The iftop command run with no arguments at all is often all you need for your troubleshooting, but every now and then, you may want to take advantage of some of its options. The iftop command will show statistics for the first interface it can find by default, but on some servers you may have multiple interfaces, so if you wanted to run iftop against your second Ethernet interface (eth1), type iftop -i eth1.
By default iftop attempts to resolve all IP addresses into hostnames. One downside to this is that it can slow down your reporting if a remote DNS server is slow. Another downside is that all that DNS resolution adds extra network traffic that might show up in iftop! To disable network resolution, just run iftop with the -n option.
Normally iftop displays overall bandwidth used between hosts, but to help you narrow things down, you might want to see what ports each host is using to communicate. After all, if you knew a host was consuming most of your bandwidth over your web port, you would perform different troubleshooting than if it was connecting to an FTP port. Once iftop is launched, press P to toggle between displaying all ports and hiding them. One thing you’ll notice, though, is that sometimes displaying all the ports can cause hosts you are interested in to fall off the screen.
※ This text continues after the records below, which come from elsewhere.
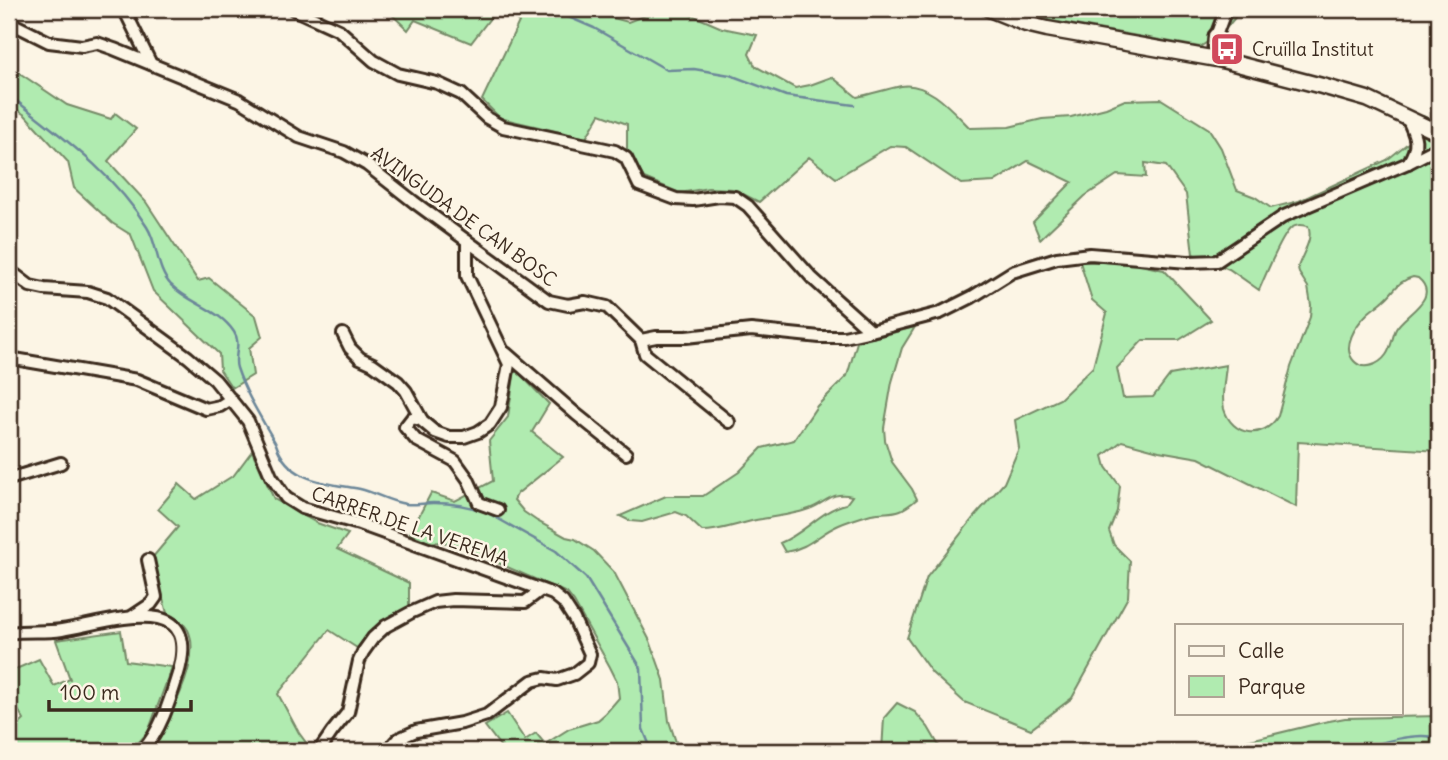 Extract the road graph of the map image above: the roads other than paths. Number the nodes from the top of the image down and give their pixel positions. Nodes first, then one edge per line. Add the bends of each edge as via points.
1 (124, 9) edge
2 (293, 9) edge
3 (989, 9) edge
4 (1226, 9) edge
5 (9, 22) edge
6 (1216, 36) junction
7 (1200, 56) junction
8 (1222, 60) junction
9 (151, 64) junction
10 (1432, 138) edge
11 (1408, 163) junction
12 (467, 241) junction
13 (9, 270) edge
14 (871, 331) junction
15 (342, 334) dead end
16 (641, 340) junction
17 (504, 351) junction
18 (9, 358) edge
19 (231, 399) junction
20 (422, 420) junction
21 (729, 422) dead end
22 (626, 454) dead end
23 (61, 463) dead end
24 (9, 479) edge
25 (498, 510) dead end
26 (148, 560) dead end
27 (541, 590) junction
28 (133, 616) junction
29 (9, 633) edge
30 (142, 751) edge
31 (319, 751) edge
32 (387, 751) edge

1 - 9 street
2 - 14 street via 339,30 374,61 398,74 461,94 503,127 615,151 626,158 639,185 676,199 735,197 812,278
3 - 7 street via 1046,29
4 - 6 street
5 - 9 street, AVINGUDA DE CAN BOSC via 49,42 97,43
6 - 7 street
6 - 8 street via 1214,47
7 - 8 street
8 - 10 street via 1367,99 1407,118
9 - 12 street, AVINGUDA DE CAN BOSC via 239,100 299,137 344,152
10 - 11 street
10 - 11 street via 1425,155
11 - 14 street via 1283,216 1217,261 1090,254 1056,258 1012,272 940,313
12 - 16 street, AVINGUDA DE CAN BOSC via 549,301 607,307
12 - 17 street via 467,276
13 - 19 street, CARRER DE LA VEREMA via 30,286 107,298 188,357
14 - 16 street via 820,337 751,330
15 - 20 street via 360,358 398,382
16 - 21 street, AVINGUDA DE CAN BOSC via 645,354
17 - 20 street via 509,364 501,407 491,424 464,437 449,437
17 - 22 street
18 - 19 street via 137,380 206,409
19 - 27 street, CARRER DE LA VEREMA via 248,421 271,476 286,498 302,508
20 - 25 street via 412,418 405,427 416,440 455,461 478,503
23 - 24 street
26 - 28 street via 156,597
27 - 31 street via 525,602 435,602 386,626 363,652 350,708
27 - 32 street, CARRER DE LA VEREMA via 553,594 569,611 590,654 588,663 557,680 532,681 487,715 415,731
28 - 29 street via 55,632
28 - 30 street via 165,619 183,646 169,702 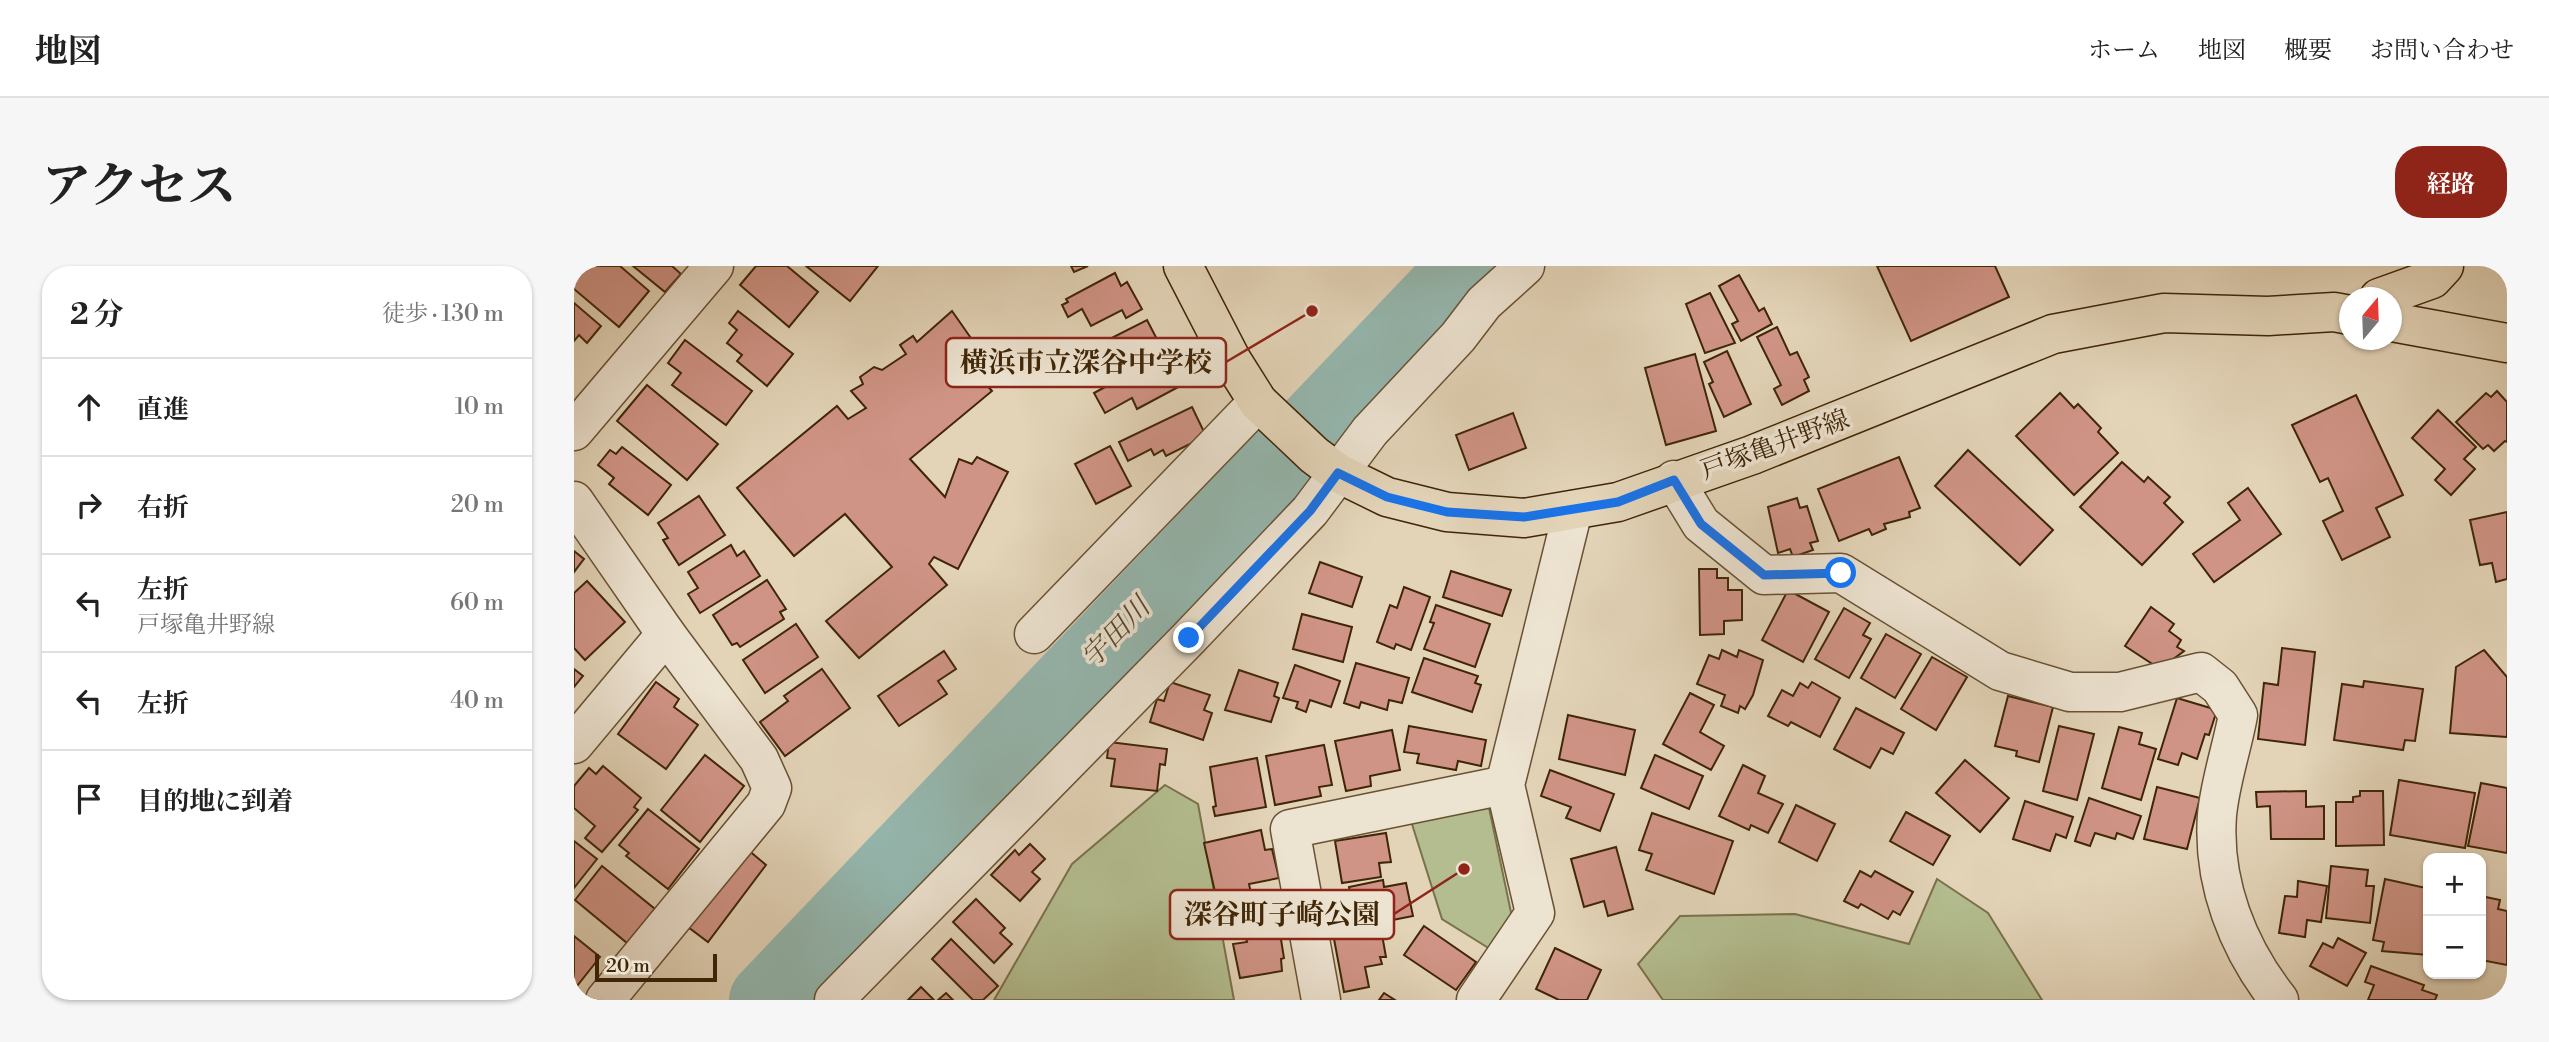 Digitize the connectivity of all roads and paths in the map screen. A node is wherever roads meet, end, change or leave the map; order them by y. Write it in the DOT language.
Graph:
graph roads {
  1 [pos="714,266"];
  2 [pos="1183,266"];
  3 [pos="1205,266"];
  4 [pos="1525,266"];
  5 [pos="2444,266"];
  6 [pos="2402,290"];
  7 [pos="2339,312"];
  8 [pos="2402,325"];
  9 [pos="1220,335"];
  10 [pos="2507,343"];
  11 [pos="1265,409"];
  12 [pos="574,431"];
  13 [pos="1326,464"];
  14 [pos="1674,480"];
  15 [pos="574,501"];
  16 [pos="1573,510"];
  17 [pos="666,634"];
  18 [pos="1034,634"];
  19 [pos="574,744"];
  20 [pos="1505,785"];
  21 [pos="605,1000"];
  22 [pos="834,1000"];
  23 [pos="1321,1000"];
  24 [pos="1476,1000"];
  25 [pos="2279,1000"];
  1 -- 12 [label="street"];
  2 -- 9 [label="main road, 戸塚亀井野線"];
  3 -- 9 [label="main road, 戸塚亀井野線"];
  4 -- 13 [label="street"];
  5 -- 6 [label="main road"];
  7 -- 14 [label="main road, 戸塚亀井野線"];
  8 -- 10 [label="main road"];
  9 -- 11 [label="main road, 戸塚亀井野線"];
  11 -- 13 [label="main road, 戸塚亀井野線"];
  11 -- 18 [label="street"];
  13 -- 16 [label="main road, 戸塚亀井野線"];
  13 -- 22 [label="street"];
  14 -- 16 [label="main road, 戸塚亀井野線"];
  14 -- 25 [label="street"];
  15 -- 17 [label="street"];
  16 -- 20 [label="street"];
  17 -- 19 [label="street"];
  17 -- 21 [label="street"];
  20 -- 23 [label="street"];
  20 -- 24 [label="street"];
} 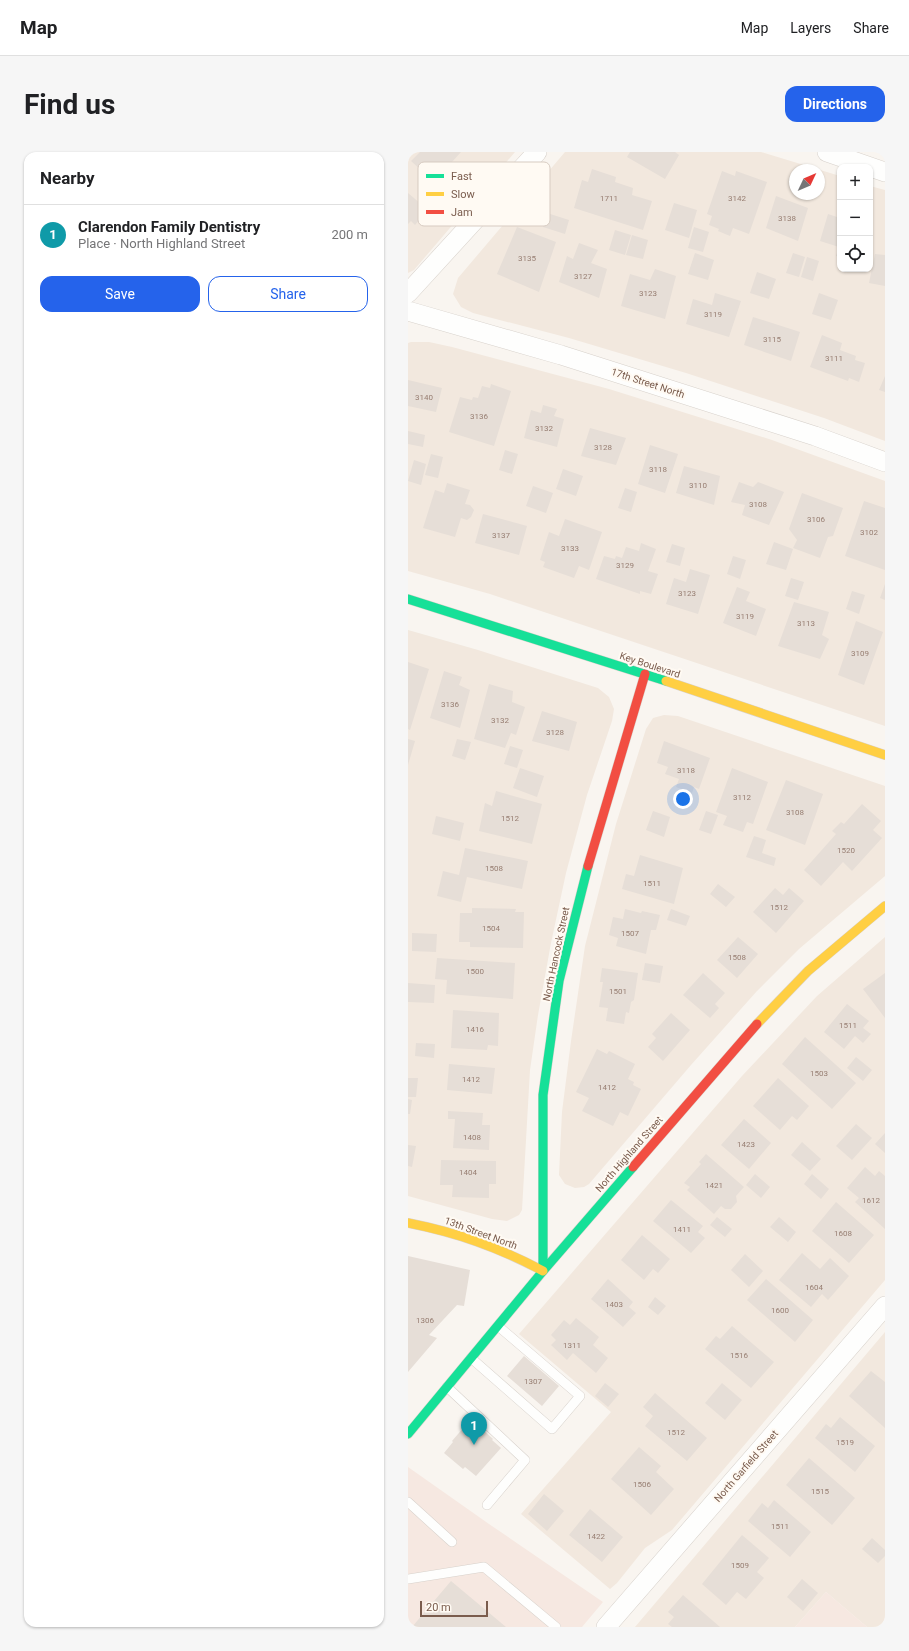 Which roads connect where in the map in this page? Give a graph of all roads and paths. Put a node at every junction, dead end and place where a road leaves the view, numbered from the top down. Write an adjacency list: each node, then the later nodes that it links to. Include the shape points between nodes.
1 (537, 152): 3 (street)
2 (827, 152): 4 (street)
3 (528, 162)
4 (885, 172)
5 (469, 226): 6 (street)
6 (408, 293)
7 (408, 311): 8 (street, 17th Street North, via 576,360 815,436)
8 (885, 462)
9 (408, 599): 10 (street, Key Boulevard)
10 (645, 674): 11 (street, Key Boulevard); 14 (street, North Hancock Street, via 592,850 559,981 543,1095)
11 (885, 755)
12 (885, 906): 14 (street, North Highland Street, via 808,971 761,1019)
13 (408, 1223): 14 (street, 13th Street North, via 435,1228 502,1250)
14 (543, 1271): 16 (street, North Highland Street)
15 (885, 1306): 25 (street, North Garfield Street)
16 (498, 1326): 17 (street, North Highland Street); 17 (lane, via 580,1396 557,1424 552,1429)
17 (471, 1358): 18 (street, North Highland Street)
18 (447, 1387): 19 (street, North Highland Street); 21 (lane, via 525,1460)
19 (408, 1434)
20 (408, 1502): 22 (lane)
21 (487, 1505)
22 (452, 1542)
23 (408, 1579): 24 (lane, via 484,1567)
24 (556, 1627)
25 (606, 1627)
If that happens, you can also hit either S or D to toggle between displaying ports only from the source or only from the destination host, respectively. Showing only source ports can be useful when you run iftop on a server, since for many services, the destination host uses random high ports that don’t necessarily identify what service is being used, but the ports on your server are more likely to correspond to a service on your machine. You can then follow up with the netstat -lnp command referenced earlier in this chapter to find out what service is listening on that port.
Like with most Linux commands, iftop has an advanced range of options. What we covered should be enough to help with most troubleshooting efforts, but in case you want to dig further into iftop’s capabilities, just type man iftop to read the manual included with the package.